Your job is to write out each record exactly, leaving none out.

↓↓↓

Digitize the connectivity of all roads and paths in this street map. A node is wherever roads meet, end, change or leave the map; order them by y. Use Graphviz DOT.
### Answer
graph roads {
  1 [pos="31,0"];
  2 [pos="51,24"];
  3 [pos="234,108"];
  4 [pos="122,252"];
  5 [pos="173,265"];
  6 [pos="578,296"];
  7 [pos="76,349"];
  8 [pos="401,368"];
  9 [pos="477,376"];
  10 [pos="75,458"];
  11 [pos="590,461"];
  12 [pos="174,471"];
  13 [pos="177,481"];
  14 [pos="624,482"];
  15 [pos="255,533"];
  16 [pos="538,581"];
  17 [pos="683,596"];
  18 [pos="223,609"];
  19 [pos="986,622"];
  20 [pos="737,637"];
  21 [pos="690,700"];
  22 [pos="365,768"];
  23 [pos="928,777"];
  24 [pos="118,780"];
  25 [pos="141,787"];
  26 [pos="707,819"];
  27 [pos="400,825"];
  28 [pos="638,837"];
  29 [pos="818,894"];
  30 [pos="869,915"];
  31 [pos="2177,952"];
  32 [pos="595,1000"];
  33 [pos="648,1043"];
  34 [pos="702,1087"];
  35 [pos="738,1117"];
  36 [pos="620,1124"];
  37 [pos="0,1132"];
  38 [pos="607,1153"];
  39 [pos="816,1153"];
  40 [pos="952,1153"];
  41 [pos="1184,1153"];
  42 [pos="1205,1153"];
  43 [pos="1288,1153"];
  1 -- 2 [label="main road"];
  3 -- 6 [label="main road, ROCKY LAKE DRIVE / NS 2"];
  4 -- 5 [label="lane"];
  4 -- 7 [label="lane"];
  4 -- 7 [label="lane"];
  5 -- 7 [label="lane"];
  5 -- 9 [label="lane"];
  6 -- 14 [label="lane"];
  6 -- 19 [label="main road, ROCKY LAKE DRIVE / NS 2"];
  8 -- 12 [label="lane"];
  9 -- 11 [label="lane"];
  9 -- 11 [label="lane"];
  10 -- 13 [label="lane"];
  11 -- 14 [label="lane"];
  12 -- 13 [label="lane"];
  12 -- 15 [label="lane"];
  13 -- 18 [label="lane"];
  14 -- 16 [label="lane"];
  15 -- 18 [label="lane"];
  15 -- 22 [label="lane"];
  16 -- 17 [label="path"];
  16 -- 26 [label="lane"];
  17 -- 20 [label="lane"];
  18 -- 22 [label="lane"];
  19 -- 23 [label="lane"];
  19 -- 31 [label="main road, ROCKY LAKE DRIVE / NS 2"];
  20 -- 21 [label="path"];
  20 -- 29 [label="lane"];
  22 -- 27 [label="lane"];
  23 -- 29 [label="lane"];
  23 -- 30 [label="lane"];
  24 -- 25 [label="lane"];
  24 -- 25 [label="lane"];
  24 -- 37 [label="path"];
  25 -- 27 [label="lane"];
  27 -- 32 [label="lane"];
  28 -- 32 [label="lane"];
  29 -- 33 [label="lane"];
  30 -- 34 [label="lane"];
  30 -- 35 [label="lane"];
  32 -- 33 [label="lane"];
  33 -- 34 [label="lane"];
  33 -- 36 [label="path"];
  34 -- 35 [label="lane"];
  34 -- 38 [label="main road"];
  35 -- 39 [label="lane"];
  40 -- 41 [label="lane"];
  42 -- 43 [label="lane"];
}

↑↑↑

## TASK ANSWER
Digitize the connectivity of all roads and paths in this street map. A node is wherever roads meet, end, change or leave the map; order them by y. Use Graphviz DOT.
### Answer
graph roads {
  1 [pos="31,0"];
  2 [pos="51,24"];
  3 [pos="234,108"];
  4 [pos="122,252"];
  5 [pos="173,265"];
  6 [pos="578,296"];
  7 [pos="76,349"];
  8 [pos="401,368"];
  9 [pos="477,376"];
  10 [pos="75,458"];
  11 [pos="590,461"];
  12 [pos="174,471"];
  13 [pos="177,481"];
  14 [pos="624,482"];
  15 [pos="255,533"];
  16 [pos="538,581"];
  17 [pos="683,596"];
  18 [pos="223,609"];
  19 [pos="986,622"];
  20 [pos="737,637"];
  21 [pos="690,700"];
  22 [pos="365,768"];
  23 [pos="928,777"];
  24 [pos="118,780"];
  25 [pos="141,787"];
  26 [pos="707,819"];
  27 [pos="400,825"];
  28 [pos="638,837"];
  29 [pos="818,894"];
  30 [pos="869,915"];
  31 [pos="2177,952"];
  32 [pos="595,1000"];
  33 [pos="648,1043"];
  34 [pos="702,1087"];
  35 [pos="738,1117"];
  36 [pos="620,1124"];
  37 [pos="0,1132"];
  38 [pos="607,1153"];
  39 [pos="816,1153"];
  40 [pos="952,1153"];
  41 [pos="1184,1153"];
  42 [pos="1205,1153"];
  43 [pos="1288,1153"];
  1 -- 2 [label="main road"];
  3 -- 6 [label="main road, ROCKY LAKE DRIVE / NS 2"];
  4 -- 5 [label="lane"];
  4 -- 7 [label="lane"];
  4 -- 7 [label="lane"];
  5 -- 7 [label="lane"];
  5 -- 9 [label="lane"];
  6 -- 14 [label="lane"];
  6 -- 19 [label="main road, ROCKY LAKE DRIVE / NS 2"];
  8 -- 12 [label="lane"];
  9 -- 11 [label="lane"];
  9 -- 11 [label="lane"];
  10 -- 13 [label="lane"];
  11 -- 14 [label="lane"];
  12 -- 13 [label="lane"];
  12 -- 15 [label="lane"];
  13 -- 18 [label="lane"];
  14 -- 16 [label="lane"];
  15 -- 18 [label="lane"];
  15 -- 22 [label="lane"];
  16 -- 17 [label="path"];
  16 -- 26 [label="lane"];
  17 -- 20 [label="lane"];
  18 -- 22 [label="lane"];
  19 -- 23 [label="lane"];
  19 -- 31 [label="main road, ROCKY LAKE DRIVE / NS 2"];
  20 -- 21 [label="path"];
  20 -- 29 [label="lane"];
  22 -- 27 [label="lane"];
  23 -- 29 [label="lane"];
  23 -- 30 [label="lane"];
  24 -- 25 [label="lane"];
  24 -- 25 [label="lane"];
  24 -- 37 [label="path"];
  25 -- 27 [label="lane"];
  27 -- 32 [label="lane"];
  28 -- 32 [label="lane"];
  29 -- 33 [label="lane"];
  30 -- 34 [label="lane"];
  30 -- 35 [label="lane"];
  32 -- 33 [label="lane"];
  33 -- 34 [label="lane"];
  33 -- 36 [label="path"];
  34 -- 35 [label="lane"];
  34 -- 38 [label="main road"];
  35 -- 39 [label="lane"];
  40 -- 41 [label="lane"];
  42 -- 43 [label="lane"];
}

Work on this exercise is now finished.